TASK DETAILS
The entries are to be reproduced verbatim, with all pictures omitted.
===== DATA EXTRACT =====
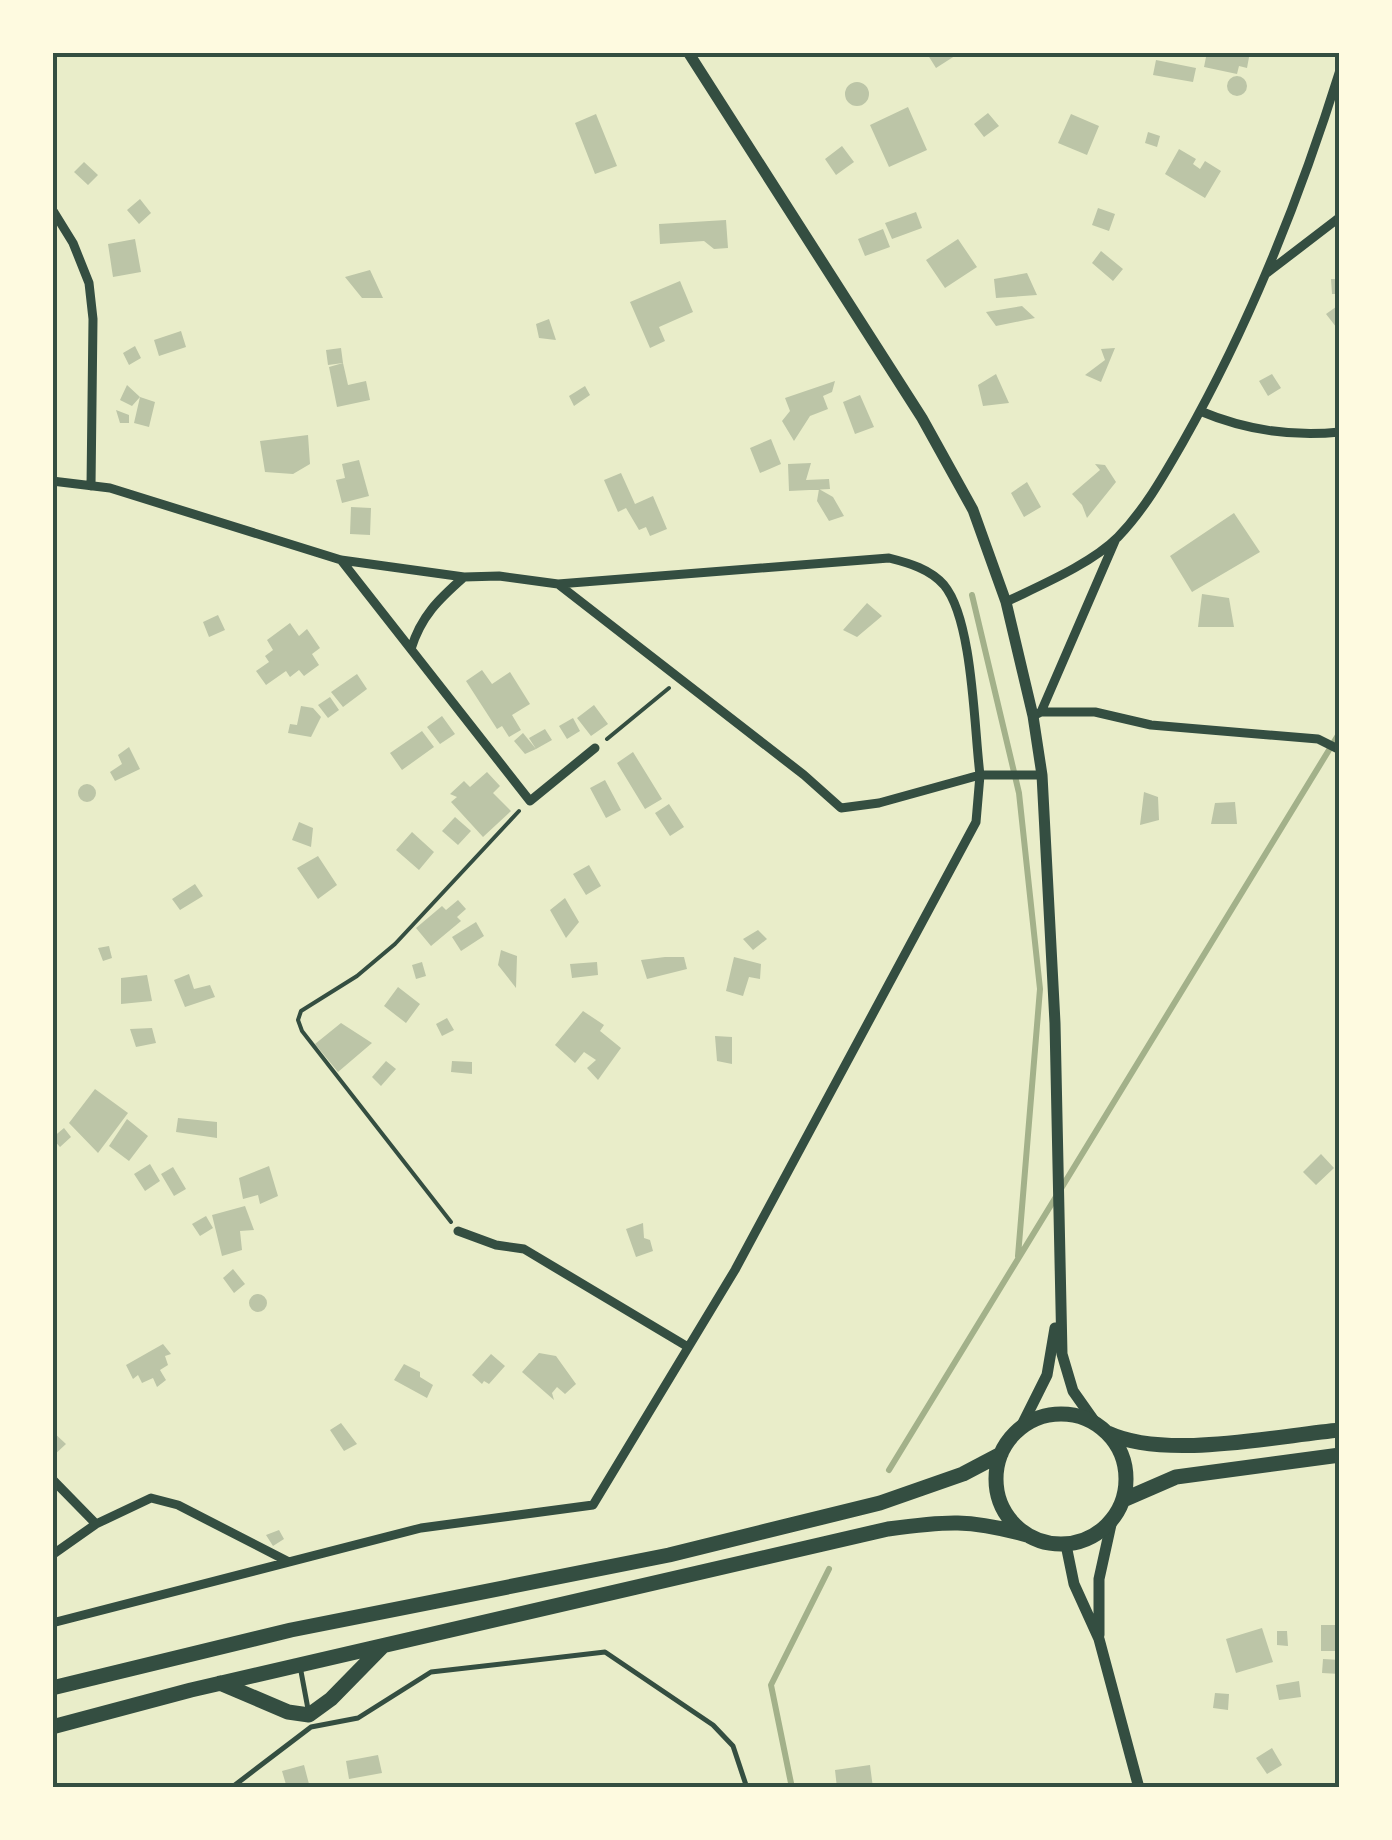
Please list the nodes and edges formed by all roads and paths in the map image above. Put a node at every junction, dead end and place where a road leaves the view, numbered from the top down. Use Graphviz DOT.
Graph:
graph roads {
  1 [pos="688,52"];
  2 [pos="1340,70"];
  3 [pos="52,209"];
  4 [pos="1340,217"];
  5 [pos="1265,275"];
  6 [pos="1200,412"];
  7 [pos="1340,432"];
  8 [pos="52,480"];
  9 [pos="91,486"];
  10 [pos="1116,539"];
  11 [pos="341,560"];
  12 [pos="464,577"];
  13 [pos="558,584"];
  14 [pos="1006,602"];
  15 [pos="411,649"];
  16 [pos="681,678"];
  17 [pos="1038,714"];
  18 [pos="595,748"];
  19 [pos="1340,750"];
  20 [pos="1042,774"];
  21 [pos="980,775"];
  22 [pos="530,801"];
  23 [pos="458,1231"];
  24 [pos="1059,1306"];
  25 [pos="688,1348"];
  26 [pos="1022,1427"];
  27 [pos="1101,1428"];
  28 [pos="1340,1430"];
  29 [pos="1001,1454"];
  30 [pos="1340,1455"];
  31 [pos="52,1479"];
  32 [pos="1123,1500"];
  33 [pos="1112,1520"];
  34 [pos="96,1524"];
  35 [pos="1028,1535"];
  36 [pos="1066,1545"];
  37 [pos="52,1556"];
  38 [pos="290,1562"];
  39 [pos="52,1623"];
  40 [pos="1099,1639"];
  41 [pos="382,1647"];
  42 [pos="300,1666"];
  43 [pos="220,1684"];
  44 [pos="52,1688"];
  45 [pos="310,1720"];
  46 [pos="52,1727"];
  47 [pos="231,1788"];
  48 [pos="747,1788"];
  49 [pos="1139,1788"];
  1 -- 14 [label="street"];
  2 -- 5 [label="street"];
  3 -- 9 [label="street"];
  4 -- 5 [label="street"];
  5 -- 6 [label="street"];
  6 -- 7 [label="street"];
  6 -- 10 [label="street"];
  8 -- 9 [label="street"];
  9 -- 11 [label="street"];
  10 -- 14 [label="street"];
  10 -- 17 [label="street"];
  11 -- 12 [label="street"];
  11 -- 15 [label="street"];
  12 -- 13 [label="street"];
  12 -- 15 [label="street"];
  13 -- 16 [label="street"];
  13 -- 21 [label="street"];
  14 -- 17 [label="street"];
  15 -- 22 [label="street"];
  16 -- 18 [label="path"];
  16 -- 21 [label="street"];
  17 -- 19 [label="street"];
  17 -- 20 [label="street"];
  18 -- 22 [label="street"];
  20 -- 21 [label="street"];
  20 -- 24 [label="street"];
  21 -- 25 [label="street"];
  22 -- 23 [label="path"];
  23 -- 25 [label="street"];
  24 -- 26 [label="street"];
  24 -- 27 [label="street"];
  25 -- 38 [label="street"];
  26 -- 27 [label="highway"];
  26 -- 29 [label="highway"];
  27 -- 28 [label="highway"];
  27 -- 32 [label="highway"];
  29 -- 35 [label="highway"];
  29 -- 44 [label="highway"];
  30 -- 32 [label="highway"];
  31 -- 34 [label="street"];
  32 -- 33 [label="highway"];
  33 -- 36 [label="highway"];
  33 -- 40 [label="street"];
  34 -- 37 [label="street"];
  34 -- 38 [label="street"];
  35 -- 36 [label="highway"];
  35 -- 41 [label="highway"];
  36 -- 40 [label="street"];
  38 -- 39 [label="street"];
  40 -- 49 [label="street"];
  41 -- 42 [label="highway"];
  41 -- 45 [label="highway"];
  42 -- 43 [label="highway"];
  42 -- 45 [label="lane"];
  43 -- 45 [label="highway"];
  43 -- 46 [label="highway"];
  45 -- 47 [label="lane"];
  45 -- 48 [label="lane"];
}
=====
WRITTEN SOLUTION
Please list the nodes and edges formed by all roads and paths in the map image above. Put a node at every junction, dead end and place where a road leaves the view, numbered from the top down. Use Graphviz DOT.
Graph:
graph roads {
  1 [pos="688,52"];
  2 [pos="1340,70"];
  3 [pos="52,209"];
  4 [pos="1340,217"];
  5 [pos="1265,275"];
  6 [pos="1200,412"];
  7 [pos="1340,432"];
  8 [pos="52,480"];
  9 [pos="91,486"];
  10 [pos="1116,539"];
  11 [pos="341,560"];
  12 [pos="464,577"];
  13 [pos="558,584"];
  14 [pos="1006,602"];
  15 [pos="411,649"];
  16 [pos="681,678"];
  17 [pos="1038,714"];
  18 [pos="595,748"];
  19 [pos="1340,750"];
  20 [pos="1042,774"];
  21 [pos="980,775"];
  22 [pos="530,801"];
  23 [pos="458,1231"];
  24 [pos="1059,1306"];
  25 [pos="688,1348"];
  26 [pos="1022,1427"];
  27 [pos="1101,1428"];
  28 [pos="1340,1430"];
  29 [pos="1001,1454"];
  30 [pos="1340,1455"];
  31 [pos="52,1479"];
  32 [pos="1123,1500"];
  33 [pos="1112,1520"];
  34 [pos="96,1524"];
  35 [pos="1028,1535"];
  36 [pos="1066,1545"];
  37 [pos="52,1556"];
  38 [pos="290,1562"];
  39 [pos="52,1623"];
  40 [pos="1099,1639"];
  41 [pos="382,1647"];
  42 [pos="300,1666"];
  43 [pos="220,1684"];
  44 [pos="52,1688"];
  45 [pos="310,1720"];
  46 [pos="52,1727"];
  47 [pos="231,1788"];
  48 [pos="747,1788"];
  49 [pos="1139,1788"];
  1 -- 14 [label="street"];
  2 -- 5 [label="street"];
  3 -- 9 [label="street"];
  4 -- 5 [label="street"];
  5 -- 6 [label="street"];
  6 -- 7 [label="street"];
  6 -- 10 [label="street"];
  8 -- 9 [label="street"];
  9 -- 11 [label="street"];
  10 -- 14 [label="street"];
  10 -- 17 [label="street"];
  11 -- 12 [label="street"];
  11 -- 15 [label="street"];
  12 -- 13 [label="street"];
  12 -- 15 [label="street"];
  13 -- 16 [label="street"];
  13 -- 21 [label="street"];
  14 -- 17 [label="street"];
  15 -- 22 [label="street"];
  16 -- 18 [label="path"];
  16 -- 21 [label="street"];
  17 -- 19 [label="street"];
  17 -- 20 [label="street"];
  18 -- 22 [label="street"];
  20 -- 21 [label="street"];
  20 -- 24 [label="street"];
  21 -- 25 [label="street"];
  22 -- 23 [label="path"];
  23 -- 25 [label="street"];
  24 -- 26 [label="street"];
  24 -- 27 [label="street"];
  25 -- 38 [label="street"];
  26 -- 27 [label="highway"];
  26 -- 29 [label="highway"];
  27 -- 28 [label="highway"];
  27 -- 32 [label="highway"];
  29 -- 35 [label="highway"];
  29 -- 44 [label="highway"];
  30 -- 32 [label="highway"];
  31 -- 34 [label="street"];
  32 -- 33 [label="highway"];
  33 -- 36 [label="highway"];
  33 -- 40 [label="street"];
  34 -- 37 [label="street"];
  34 -- 38 [label="street"];
  35 -- 36 [label="highway"];
  35 -- 41 [label="highway"];
  36 -- 40 [label="street"];
  38 -- 39 [label="street"];
  40 -- 49 [label="street"];
  41 -- 42 [label="highway"];
  41 -- 45 [label="highway"];
  42 -- 43 [label="highway"];
  42 -- 45 [label="lane"];
  43 -- 45 [label="highway"];
  43 -- 46 [label="highway"];
  45 -- 47 [label="lane"];
  45 -- 48 [label="lane"];
}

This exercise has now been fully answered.